After graduation, she moved to New York City and landed the role of Ashley Linden on Texas from 1981 to 1982. She began writing scripts for the show while she was still part of the cast, and in 1982, Long was named head writer of Texas. The show began to improve in quality, but the ratings in the U.S. remained low. However, in Canada, Texas topped the daytime ratings charts for many weeks. The last episode of Texas aired on December 31, 1982.

In March 1983, Long became head writer of CBS Daytime's Guiding Light, and Gail Kobe, Long's former executive producer at Texas, joined the show in the same role.

Long created several key characters on Guiding Light, including vixen Reva Shayne, complicated Alexandra Spaulding, and rough-around-the-edges ingenue Harley Davidson Cooper. Long left her role as head writer in 1985, but returned for a second stint from 1987 to 1990. She had stints as head writer for several other daytime soap operas during her career. 

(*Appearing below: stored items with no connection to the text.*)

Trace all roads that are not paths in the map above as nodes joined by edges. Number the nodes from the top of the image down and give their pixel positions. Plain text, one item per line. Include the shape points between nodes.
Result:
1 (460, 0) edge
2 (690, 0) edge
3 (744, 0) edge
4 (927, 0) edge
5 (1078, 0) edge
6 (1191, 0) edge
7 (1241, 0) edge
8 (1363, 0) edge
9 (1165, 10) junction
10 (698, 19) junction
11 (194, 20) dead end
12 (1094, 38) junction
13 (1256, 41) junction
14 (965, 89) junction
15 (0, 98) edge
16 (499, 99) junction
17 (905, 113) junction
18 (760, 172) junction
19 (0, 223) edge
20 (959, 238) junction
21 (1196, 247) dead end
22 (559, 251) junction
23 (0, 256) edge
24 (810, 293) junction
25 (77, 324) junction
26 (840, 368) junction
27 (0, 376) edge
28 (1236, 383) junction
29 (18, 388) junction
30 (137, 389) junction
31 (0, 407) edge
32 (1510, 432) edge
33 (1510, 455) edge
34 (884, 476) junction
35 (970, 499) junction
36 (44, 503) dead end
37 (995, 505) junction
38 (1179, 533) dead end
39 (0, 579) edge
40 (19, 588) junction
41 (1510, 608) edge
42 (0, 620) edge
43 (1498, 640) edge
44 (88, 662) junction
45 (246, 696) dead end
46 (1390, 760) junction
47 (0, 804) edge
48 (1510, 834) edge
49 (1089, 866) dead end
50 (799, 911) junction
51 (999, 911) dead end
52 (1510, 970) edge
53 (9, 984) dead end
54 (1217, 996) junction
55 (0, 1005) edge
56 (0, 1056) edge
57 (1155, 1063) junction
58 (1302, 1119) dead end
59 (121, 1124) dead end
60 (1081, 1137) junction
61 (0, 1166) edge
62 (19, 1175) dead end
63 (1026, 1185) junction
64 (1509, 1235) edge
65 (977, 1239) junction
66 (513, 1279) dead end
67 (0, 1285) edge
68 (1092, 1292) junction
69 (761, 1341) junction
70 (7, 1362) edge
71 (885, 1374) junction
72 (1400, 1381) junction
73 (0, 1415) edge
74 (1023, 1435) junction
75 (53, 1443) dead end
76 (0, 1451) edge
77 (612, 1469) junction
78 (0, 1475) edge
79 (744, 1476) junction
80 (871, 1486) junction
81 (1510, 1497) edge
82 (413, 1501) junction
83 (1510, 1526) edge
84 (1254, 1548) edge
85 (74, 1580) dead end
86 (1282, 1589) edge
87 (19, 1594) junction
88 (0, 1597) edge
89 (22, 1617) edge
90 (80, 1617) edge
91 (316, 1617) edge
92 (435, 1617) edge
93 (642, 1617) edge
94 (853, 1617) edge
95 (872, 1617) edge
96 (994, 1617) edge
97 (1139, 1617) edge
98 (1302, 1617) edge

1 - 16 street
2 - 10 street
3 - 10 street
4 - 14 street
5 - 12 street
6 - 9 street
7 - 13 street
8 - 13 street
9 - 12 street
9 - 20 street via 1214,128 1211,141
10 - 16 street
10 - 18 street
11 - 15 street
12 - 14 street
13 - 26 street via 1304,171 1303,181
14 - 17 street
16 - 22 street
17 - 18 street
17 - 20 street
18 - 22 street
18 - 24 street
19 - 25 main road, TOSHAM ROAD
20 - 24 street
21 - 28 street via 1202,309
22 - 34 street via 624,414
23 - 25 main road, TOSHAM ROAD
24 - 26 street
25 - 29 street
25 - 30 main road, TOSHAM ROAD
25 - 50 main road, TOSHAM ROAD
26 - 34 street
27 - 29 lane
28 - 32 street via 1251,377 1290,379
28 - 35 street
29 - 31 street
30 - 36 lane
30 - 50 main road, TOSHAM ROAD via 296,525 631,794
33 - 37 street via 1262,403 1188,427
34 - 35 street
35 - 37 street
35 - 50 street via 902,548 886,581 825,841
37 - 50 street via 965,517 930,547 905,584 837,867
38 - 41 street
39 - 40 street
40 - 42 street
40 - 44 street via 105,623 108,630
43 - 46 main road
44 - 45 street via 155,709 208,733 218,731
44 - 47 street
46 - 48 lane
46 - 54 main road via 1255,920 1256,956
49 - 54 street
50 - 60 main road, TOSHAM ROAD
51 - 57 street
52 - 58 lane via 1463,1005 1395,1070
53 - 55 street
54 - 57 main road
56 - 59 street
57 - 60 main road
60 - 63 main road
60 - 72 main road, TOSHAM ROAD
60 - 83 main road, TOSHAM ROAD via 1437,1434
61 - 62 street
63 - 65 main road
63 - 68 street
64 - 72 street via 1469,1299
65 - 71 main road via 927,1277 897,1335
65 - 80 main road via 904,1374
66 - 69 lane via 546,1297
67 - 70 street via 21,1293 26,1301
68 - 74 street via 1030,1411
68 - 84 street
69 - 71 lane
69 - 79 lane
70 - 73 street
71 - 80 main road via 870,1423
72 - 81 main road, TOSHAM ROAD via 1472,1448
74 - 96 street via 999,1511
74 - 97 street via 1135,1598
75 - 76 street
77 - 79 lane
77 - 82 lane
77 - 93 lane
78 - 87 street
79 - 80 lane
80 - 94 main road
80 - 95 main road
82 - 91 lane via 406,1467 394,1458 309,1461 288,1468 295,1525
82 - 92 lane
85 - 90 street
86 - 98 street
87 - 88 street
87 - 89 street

Long was creator and executive producer of the prime-time drama Second Noah for ABC, for which she won the Child Advocate Award. She also wrote and produced the critically acclaimed Christy for CBS, winning the Templeton Prize. Numerous pilot developments, TV movies and a feature film followed, as well as writing and producing the first scripted drama series for MTV Undressed with Roland Joffe.

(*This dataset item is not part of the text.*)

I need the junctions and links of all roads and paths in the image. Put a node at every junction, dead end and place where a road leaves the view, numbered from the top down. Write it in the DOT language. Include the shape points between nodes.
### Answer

Long was named lead consultant for the launch of all of MTV's scripted dramas, and was executive producer and head writer for PAX's Twice in a Lifetime, winning multiple Gemini nominations, including best drama.

In 2015, Long was writer and executive producer of the film Dolly Parton's Coat of Many Colors which garnered over 15 million viewers its first showing, NBC's highest ratings for a film in seven years.

Personal life
Long was once married to actor Jay Hammer and was credited for a time as Pamela Long Hammer. They have two sons together.

Positions held
Guiding Light
Head Writer: March 1983 to November 1985, July 1987 to December 1990
Co-Head Writer: December 1985 to January 1986

One Life to Live 
Head Writer: March 1998 to December 1998 

Santa Barbara
Head Writer: February 1992 to January  1993

Search for Tomorrow 
Executive Story Consultant: May 1986 to December  1986 ; 

Texas
Actress: February  1981 to December  1982
Head and Script Writer: October 1982 to December 1982

Her Hidden Truth
Script Writer: November  1995
Producer: November  1995

Second Noah
Producer

Awards and nominations
Daytime Emmy Awards

 Wins: 1986 & 1990, Best Writing, Guiding Light
 Nominations: 1985 & 1989, Best Writing, Guiding Light

Writers Guild of America Award
 Nominations: 1985 & 1989 seasons, Guiding Light; 1993 season, Santa Barbara

References

External links
Miss Alabama official website

Clips from Texas episodes

Writing history

|-

|-

|-

|-

|-

1950s births
Living people
American soap opera writers
Daytime Emmy Award winners
Miss Alabama winners
Miss America 1975 delegates
University of North Alabama alumni
Women soap opera writers
Screenwriters from Alabama
Place of birth missing (living people)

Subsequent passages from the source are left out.